Marcus
Obudziłem się pierwszy, mały jeszcze spał. Był wtulony we mnie, a jego grzywka uroczo opadała mu na nosek. Odgarnąłem kosmyk jego włosów, aby mieć lepszy wgląd na cudowną twarz mojego skarba.
Zaczął powoli otwierać oczka. Chwilę mi się przyglądał, aż dotarło do niego, że się do mnie przytula. Szybko się odsunął. Chciałem dotknąć jego twarzy, lecz maluch zadrżał na ten gest.
Jestem na siebie strasznie wkurwiony, że tak bardzo go wczoraj skrzywdziłem. Ale może w końcu zrozumie, kto tu rządzi.
Nathan
Chciałem wstać, lecz mężczyzna mi to uniemożliwił.
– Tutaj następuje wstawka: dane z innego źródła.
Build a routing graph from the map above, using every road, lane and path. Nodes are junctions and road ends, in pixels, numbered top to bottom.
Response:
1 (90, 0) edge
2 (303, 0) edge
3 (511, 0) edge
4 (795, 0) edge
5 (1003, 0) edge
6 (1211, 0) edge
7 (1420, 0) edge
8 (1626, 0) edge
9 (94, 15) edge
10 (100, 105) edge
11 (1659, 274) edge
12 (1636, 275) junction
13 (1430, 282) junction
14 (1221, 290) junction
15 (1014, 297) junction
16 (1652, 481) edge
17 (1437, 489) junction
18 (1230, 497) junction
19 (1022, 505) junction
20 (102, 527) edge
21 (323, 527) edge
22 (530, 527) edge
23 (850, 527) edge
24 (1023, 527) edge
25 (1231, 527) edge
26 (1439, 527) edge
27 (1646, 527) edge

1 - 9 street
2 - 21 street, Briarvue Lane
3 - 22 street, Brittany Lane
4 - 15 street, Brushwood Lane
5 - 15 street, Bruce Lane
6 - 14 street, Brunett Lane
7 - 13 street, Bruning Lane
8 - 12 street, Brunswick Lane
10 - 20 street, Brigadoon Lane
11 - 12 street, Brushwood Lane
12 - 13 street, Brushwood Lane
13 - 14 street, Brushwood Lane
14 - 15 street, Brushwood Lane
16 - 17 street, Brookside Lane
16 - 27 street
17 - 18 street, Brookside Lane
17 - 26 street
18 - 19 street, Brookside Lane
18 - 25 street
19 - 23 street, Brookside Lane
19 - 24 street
- Gdzie chcesz iść? - Zapytał spokojnie.
- Do toalety...- Wyszeptałem.
Zabrał rękę, a ja jak najszybciej udałem się do łazienki. Zakluczyłem drzwi i zawisłem nad zlewem, po moich policzkach znowu zaczęły spływać słone łzy.
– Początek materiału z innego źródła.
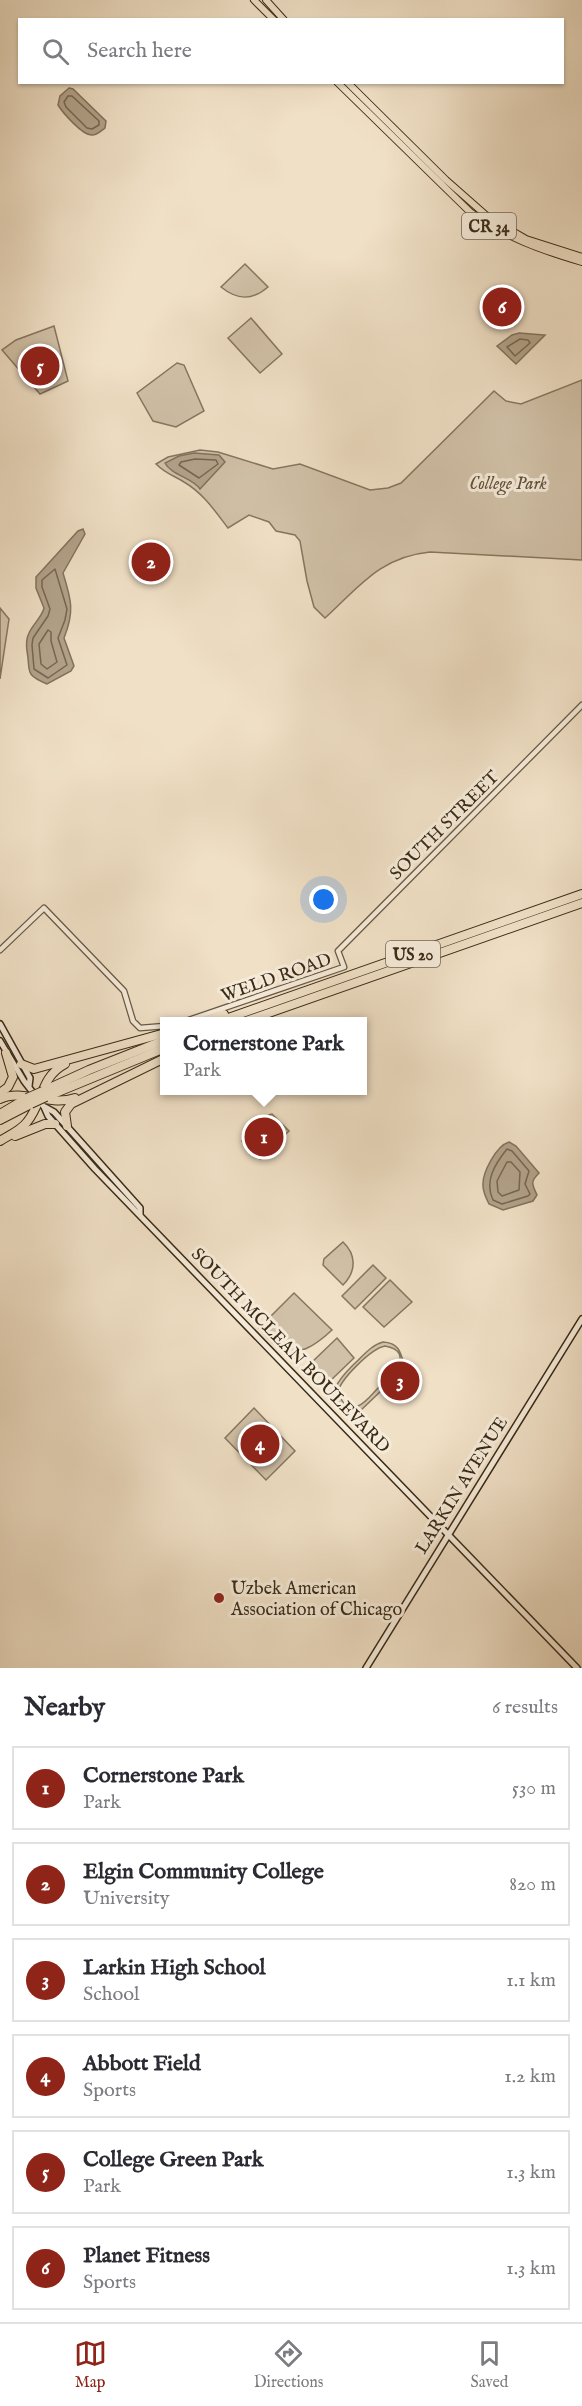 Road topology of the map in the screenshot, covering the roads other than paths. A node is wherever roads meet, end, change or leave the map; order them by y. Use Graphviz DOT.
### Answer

Mam tego dość, może ucieknę? Ale dokąd? Kurwa, przecież on i tak mnie znajdzie, to bez sensu...
Z rozmyśleń wyrwało mnie pukanie do drzwi.
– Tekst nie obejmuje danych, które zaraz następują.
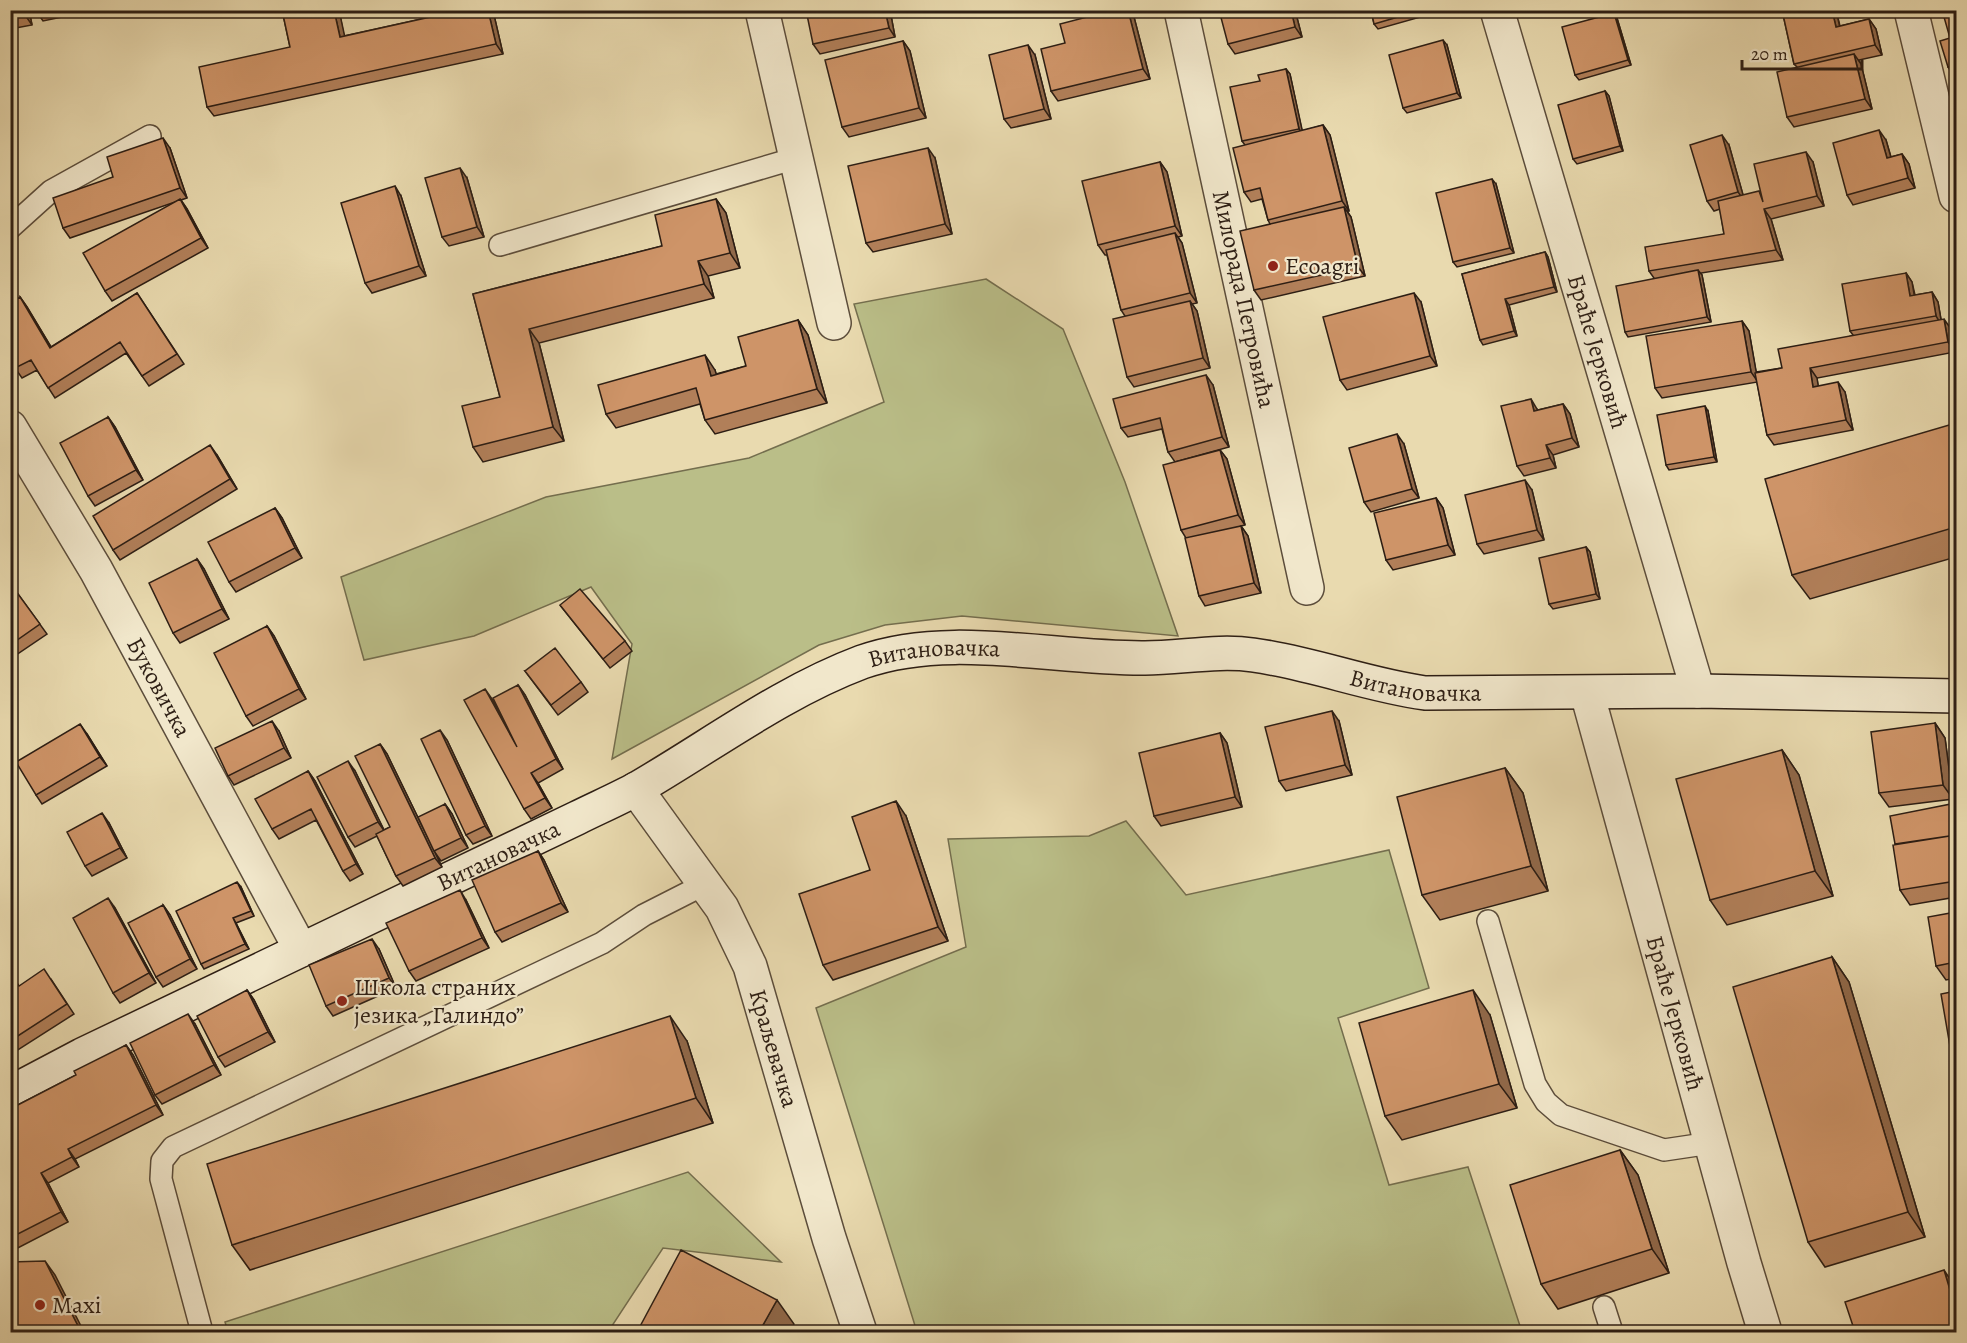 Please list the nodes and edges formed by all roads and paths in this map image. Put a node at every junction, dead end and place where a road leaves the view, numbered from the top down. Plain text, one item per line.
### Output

- Otworzysz w końcu te drzwi? Bo czwarty raz powtarzać nie będę i wejdę siłą. A wtedy nie skończy się to dla ciebie przyjemnie. - Powiedział Marcus.
Przekręciłem zamek w drzwiach, a moim oczom ukazał się wkurwiony mężczyzna.
- Czemu nie otwierałeś drzwi? - Spytał oschle.
- Przepraszam...- Nie chciało mi się już z nim rozmawiać, chciałem być jak najdalej niego.
Próbowałem go wyminąć, lecz stanął w przejściu. Spojrzałem na niego pytająco.
O co mu znowu chodzi?
- ''Przepraszam'' kto?
Kurwa mać...
- Przepraszam Tatusiu...- Powiedziałem, jak najciszej się tylko dało.
- Wybaczam ci, maluchu. - Po tych słowach pocałował mnie w czoło.
Od kiedy on niby jest taki czuły?
Skorzystałem z chwili jego nieuwagi i wyminąłem go w drzwiach, ruszyłem do kuchni. Zrobiłem sobie herbatę i usiadłem w salonie, przykryłem się szczelnie kocykiem. Stwierdziłem, że zrobię sobie dzisiaj maraton mojego ulubionego serialu.
***
15:36
Starszy podszedł do mnie i przyciągnął mnie na swoje kolana, zrobił to zaskakująco szybko. Więc nie zdążyłem zareagować. Po raz kolejny czując jego dotyk, zadrżałem.
- Nie chce, żebyś się mnie bał - Odparł po chwili.
- To dlaczego się, tak zachowujesz? Sam dajesz mi powody do tego, żebym się ciebie bał.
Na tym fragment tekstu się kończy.